The Fintan platform is an effort of combining existing converter frameworks with stream-based graph transformation and a workflow management engine in order to create integrated transformation pipelines for various input and output format. It has been developed to address the challenge of Transforming language resources and language data within Task 3.3 of the (Prêt-à-LLOD) project: Research and Innovation Action of the H2020 programme (ERC, grant agreement 825182).
This is the repository used for active Fintan development. The Prêt-à-LLOD deliverable code, with all submodules included, is available from the Prêt-à-LLOD repository. Note that the large number of commits we are behind is mostly due to the inclusion of submodules there.

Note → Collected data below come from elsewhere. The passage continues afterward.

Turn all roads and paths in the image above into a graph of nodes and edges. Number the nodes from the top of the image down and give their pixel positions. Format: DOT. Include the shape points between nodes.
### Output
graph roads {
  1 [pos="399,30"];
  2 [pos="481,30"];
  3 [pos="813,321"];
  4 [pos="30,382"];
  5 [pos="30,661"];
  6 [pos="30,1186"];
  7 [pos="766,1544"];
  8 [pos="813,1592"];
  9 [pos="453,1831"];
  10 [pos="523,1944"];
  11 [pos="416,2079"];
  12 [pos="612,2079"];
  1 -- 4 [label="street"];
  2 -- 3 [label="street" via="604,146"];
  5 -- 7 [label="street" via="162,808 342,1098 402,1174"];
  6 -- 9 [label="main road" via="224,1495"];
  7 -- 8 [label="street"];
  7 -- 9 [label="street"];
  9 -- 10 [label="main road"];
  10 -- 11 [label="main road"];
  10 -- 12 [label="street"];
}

Clone this repository including sub-modules:
$> git clone https://github.com/acoli-repo/fintan --recurse-submodules
Build the Fintan backend:
$> cd fintan/backend/
$> (. build.sh)
$> cd ../..
Test the Fintan backend:
$> cd fintan/backend/samples/xslt/apertium/
$> . _apertium_demo.sh
Build the Fintan frontend:
$> cd fintan/ui/
$> npm install
$> cd ../..
Run the Fintan frontend
$> (cd fintan/ui/; npm start &)
When the container is running, use your browser to go to web address: http://localhost:3009
The frontend allows you to configure and export Fintan workflows. These can then be executed by the backend.

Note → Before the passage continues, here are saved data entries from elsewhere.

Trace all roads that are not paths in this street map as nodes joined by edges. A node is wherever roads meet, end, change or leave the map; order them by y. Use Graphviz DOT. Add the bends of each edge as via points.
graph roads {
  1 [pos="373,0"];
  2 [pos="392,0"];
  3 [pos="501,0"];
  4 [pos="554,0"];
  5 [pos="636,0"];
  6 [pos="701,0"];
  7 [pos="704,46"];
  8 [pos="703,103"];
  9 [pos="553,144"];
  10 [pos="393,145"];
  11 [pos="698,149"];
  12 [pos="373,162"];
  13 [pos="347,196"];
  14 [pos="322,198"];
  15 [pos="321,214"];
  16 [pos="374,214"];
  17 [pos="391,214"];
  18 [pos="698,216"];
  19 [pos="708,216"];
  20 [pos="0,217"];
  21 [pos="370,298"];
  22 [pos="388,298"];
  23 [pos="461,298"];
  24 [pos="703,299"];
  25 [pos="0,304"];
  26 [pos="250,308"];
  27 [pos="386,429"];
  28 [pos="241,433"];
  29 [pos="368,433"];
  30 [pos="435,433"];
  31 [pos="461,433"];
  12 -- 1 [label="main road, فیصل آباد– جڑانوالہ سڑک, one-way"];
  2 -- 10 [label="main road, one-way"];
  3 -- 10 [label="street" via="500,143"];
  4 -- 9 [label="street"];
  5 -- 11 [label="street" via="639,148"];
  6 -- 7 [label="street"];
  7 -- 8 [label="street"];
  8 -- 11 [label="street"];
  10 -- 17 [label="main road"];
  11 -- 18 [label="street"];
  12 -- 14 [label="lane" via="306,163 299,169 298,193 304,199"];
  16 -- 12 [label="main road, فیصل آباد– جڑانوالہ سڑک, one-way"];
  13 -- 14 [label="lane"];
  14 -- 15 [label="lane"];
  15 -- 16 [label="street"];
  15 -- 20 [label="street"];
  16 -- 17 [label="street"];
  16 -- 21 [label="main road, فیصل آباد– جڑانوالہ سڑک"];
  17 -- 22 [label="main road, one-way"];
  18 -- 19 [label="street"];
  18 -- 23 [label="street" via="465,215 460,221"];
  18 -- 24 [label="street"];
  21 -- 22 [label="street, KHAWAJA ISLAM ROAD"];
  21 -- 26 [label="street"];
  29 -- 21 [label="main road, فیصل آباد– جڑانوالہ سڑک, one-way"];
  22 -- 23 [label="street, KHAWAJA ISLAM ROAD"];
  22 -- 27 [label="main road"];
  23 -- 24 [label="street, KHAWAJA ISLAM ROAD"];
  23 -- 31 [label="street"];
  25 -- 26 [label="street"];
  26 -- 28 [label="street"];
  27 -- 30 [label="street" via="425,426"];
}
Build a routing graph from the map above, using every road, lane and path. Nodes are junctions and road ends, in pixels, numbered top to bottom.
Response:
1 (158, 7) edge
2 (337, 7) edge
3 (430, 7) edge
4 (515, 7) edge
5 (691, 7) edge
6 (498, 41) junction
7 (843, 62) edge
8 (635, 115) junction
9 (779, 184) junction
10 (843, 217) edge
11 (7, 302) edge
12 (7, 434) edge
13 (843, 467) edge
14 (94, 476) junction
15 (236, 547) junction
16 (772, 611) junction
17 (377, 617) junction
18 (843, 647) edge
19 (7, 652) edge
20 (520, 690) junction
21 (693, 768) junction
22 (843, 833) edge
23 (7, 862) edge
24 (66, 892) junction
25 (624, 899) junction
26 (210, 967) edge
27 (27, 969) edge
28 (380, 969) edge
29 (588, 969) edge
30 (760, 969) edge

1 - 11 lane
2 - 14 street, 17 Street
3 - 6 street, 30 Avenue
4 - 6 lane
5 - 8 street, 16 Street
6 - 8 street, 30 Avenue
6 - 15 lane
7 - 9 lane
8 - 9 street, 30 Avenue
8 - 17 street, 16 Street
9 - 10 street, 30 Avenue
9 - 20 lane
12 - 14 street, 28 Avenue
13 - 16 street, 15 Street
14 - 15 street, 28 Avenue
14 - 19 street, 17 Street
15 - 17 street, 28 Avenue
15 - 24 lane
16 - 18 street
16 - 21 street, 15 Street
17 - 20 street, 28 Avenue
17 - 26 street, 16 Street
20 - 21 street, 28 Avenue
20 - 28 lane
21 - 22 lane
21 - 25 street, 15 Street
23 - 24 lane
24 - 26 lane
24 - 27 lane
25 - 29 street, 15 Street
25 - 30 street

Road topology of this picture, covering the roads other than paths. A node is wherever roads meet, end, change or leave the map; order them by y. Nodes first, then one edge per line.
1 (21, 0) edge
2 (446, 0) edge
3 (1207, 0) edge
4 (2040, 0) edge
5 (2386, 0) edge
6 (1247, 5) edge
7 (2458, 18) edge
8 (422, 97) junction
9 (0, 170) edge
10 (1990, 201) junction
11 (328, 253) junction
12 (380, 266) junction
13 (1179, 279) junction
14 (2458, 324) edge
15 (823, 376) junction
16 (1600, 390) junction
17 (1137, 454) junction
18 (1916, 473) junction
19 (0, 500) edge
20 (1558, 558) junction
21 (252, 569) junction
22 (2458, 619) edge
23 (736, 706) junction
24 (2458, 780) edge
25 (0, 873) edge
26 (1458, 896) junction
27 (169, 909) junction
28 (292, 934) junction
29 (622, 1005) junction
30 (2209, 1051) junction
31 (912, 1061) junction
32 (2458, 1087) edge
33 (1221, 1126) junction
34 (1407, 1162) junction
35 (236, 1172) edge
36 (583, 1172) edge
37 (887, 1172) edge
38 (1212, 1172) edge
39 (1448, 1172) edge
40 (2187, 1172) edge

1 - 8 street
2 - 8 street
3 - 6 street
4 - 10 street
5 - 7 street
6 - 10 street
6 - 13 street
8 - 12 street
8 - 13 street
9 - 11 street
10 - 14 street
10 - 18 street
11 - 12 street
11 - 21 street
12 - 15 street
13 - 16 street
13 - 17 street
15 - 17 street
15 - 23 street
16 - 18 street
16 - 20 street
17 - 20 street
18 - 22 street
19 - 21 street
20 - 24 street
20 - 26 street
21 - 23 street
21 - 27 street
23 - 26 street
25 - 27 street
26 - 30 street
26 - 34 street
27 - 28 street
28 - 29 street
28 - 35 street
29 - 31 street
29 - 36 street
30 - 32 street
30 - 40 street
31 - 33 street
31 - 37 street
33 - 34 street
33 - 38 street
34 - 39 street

For more information please refer to the full Software Documentation.
- Frontend for designing Fintan pipelines
- Service for running Fintan pipelines inside integrated Docker containers
- Backend for executing Fintan pipelines on the command line
- includes Core API for stream-based graph processing.

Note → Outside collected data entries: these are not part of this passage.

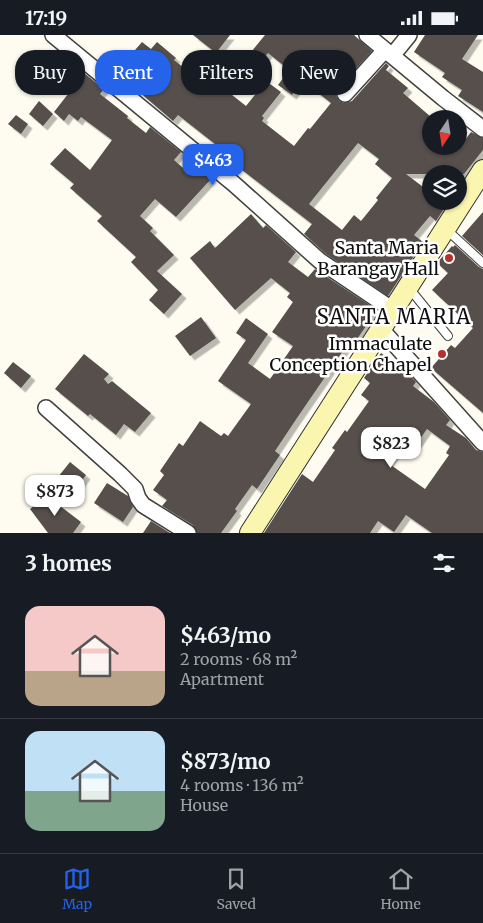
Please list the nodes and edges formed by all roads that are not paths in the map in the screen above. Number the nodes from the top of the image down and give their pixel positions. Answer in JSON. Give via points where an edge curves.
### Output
{"nodes":[{"id":1,"x":53,"y":35,"type":"edge"},
{"id":2,"x":367,"y":35,"type":"edge"},
{"id":3,"x":409,"y":35,"type":"edge"},
{"id":4,"x":389,"y":53,"type":"junction"},
{"id":5,"x":356,"y":84,"type":"edge"},
{"id":6,"x":483,"y":129,"type":"edge"},
{"id":7,"x":483,"y":170,"type":"edge"},
{"id":8,"x":445,"y":229,"type":"junction"},
{"id":9,"x":483,"y":263,"type":"edge"},
{"id":10,"x":408,"y":286,"type":"junction"},
{"id":11,"x":393,"y":309,"type":"junction"},
{"id":12,"x":381,"y":329,"type":"junction"},
{"id":13,"x":448,"y":336,"type":"dead end"},
{"id":14,"x":46,"y":408,"type":"dead end"},
{"id":15,"x":483,"y":443,"type":"edge"},
{"id":16,"x":188,"y":533,"type":"edge"},
{"id":17,"x":250,"y":533,"type":"edge"}],
"edges":[{"from":1,"to":11,"type":"street","via":[[320,261]]},
{"from":2,"to":4,"type":"street"},
{"from":3,"to":4,"type":"street"},
{"from":4,"to":5,"type":"street"},
{"from":4,"to":6,"type":"street"},
{"from":7,"to":8,"type":"main road"},
{"from":8,"to":9,"type":"lane"},
{"from":8,"to":10,"type":"main road"},
{"from":10,"to":11,"type":"main road"},
{"from":10,"to":13,"type":"lane"},
{"from":11,"to":12,"type":"main road"},
{"from":12,"to":15,"type":"street"},
{"from":12,"to":17,"type":"main road"},
{"from":14,"to":16,"type":"street","via":[[120,474],[143,505]]}]}
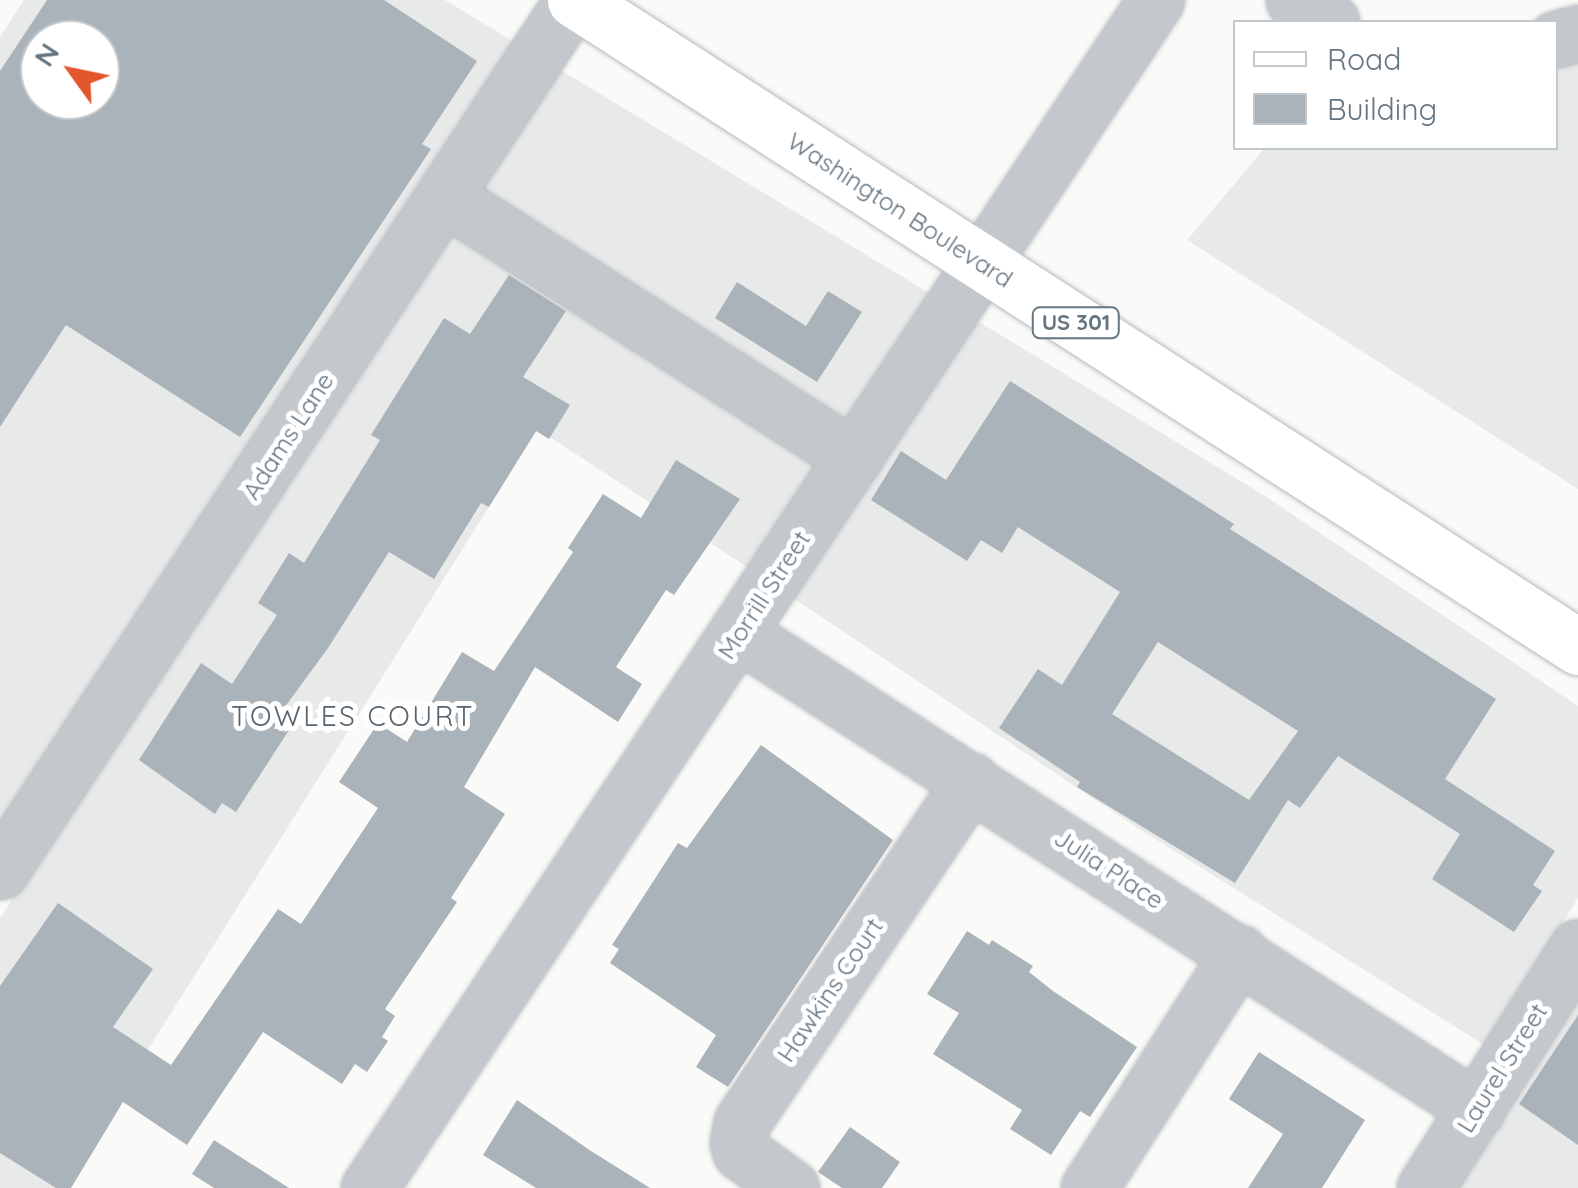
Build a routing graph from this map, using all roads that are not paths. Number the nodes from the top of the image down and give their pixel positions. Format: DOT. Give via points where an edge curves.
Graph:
graph roads {
  1 [pos="574,0"];
  2 [pos="1156,0"];
  3 [pos="1294,0"];
  4 [pos="1328,20"];
  5 [pos="445,197"];
  6 [pos="982,263"];
  7 [pos="854,458"];
  8 [pos="738,633"];
  9 [pos="1578,646"];
  10 [pos="970,781"];
  11 [pos="0,871"];
  12 [pos="1578,947"];
  13 [pos="1239,953"];
  14 [pos="1477,1109"];
  15 [pos="370,1188"];
  16 [pos="791,1188"];
  17 [pos="1089,1188"];
  18 [pos="1425,1188"];
  1 -- 5 [label="street, Adams Lane"];
  1 -- 6 [label="main road, Washington Boulevard / US 301"];
  2 -- 6 [label="street, Morrill Street"];
  3 -- 4 [label="street"];
  5 -- 7 [label="street"];
  5 -- 11 [label="street, Adams Lane"];
  6 -- 7 [label="street, Morrill Street"];
  6 -- 9 [label="main road, Washington Boulevard / US 301"];
  7 -- 8 [label="street, Morrill Street"];
  8 -- 10 [label="street, Julia Place"];
  8 -- 15 [label="street, Morrill Street"];
  10 -- 13 [label="street, Julia Place"];
  10 -- 16 [label="street, Hawkins Court" via="742,1122 741,1152"];
  12 -- 14 [label="street, Laurel Street"];
  13 -- 14 [label="street, Julia Place"];
  13 -- 17 [label="street"];
  14 -- 18 [label="street, Laurel Street"];
}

- wraps fully integrated converter components
- Documentation
- external Loader components for various formats, partly compatible, but yet to be fully integrated:
- 9 LLODifier converters for syntax (TIGER/XML, Penn TreeBank format), morphology/glossing (UniMorph, FLEx, Toolbox, Xigt), philological editions (TEI/XML) and transcription formats (ELAN, Exmaralda)
- 11 CoNLL-Merge converters for standard NLP tools (Stanford Core), syntax (Penn TreeBank format, PROIEL format), semantics (PropBank/NomBank,Semafor SRL), coreference (OntoNotes named entity annotations, OntoNotes coreference annotations), transcriptions (Exmaralda), discourse semantics (RST Discourse Treebank, Penn Discourse Treebank, Penn Discourse Graphbank
- a generic converter for XML-based corpus formats (XML2CoNLL)
- TBX2RDF forked to work within Fintan, but not stable, yet.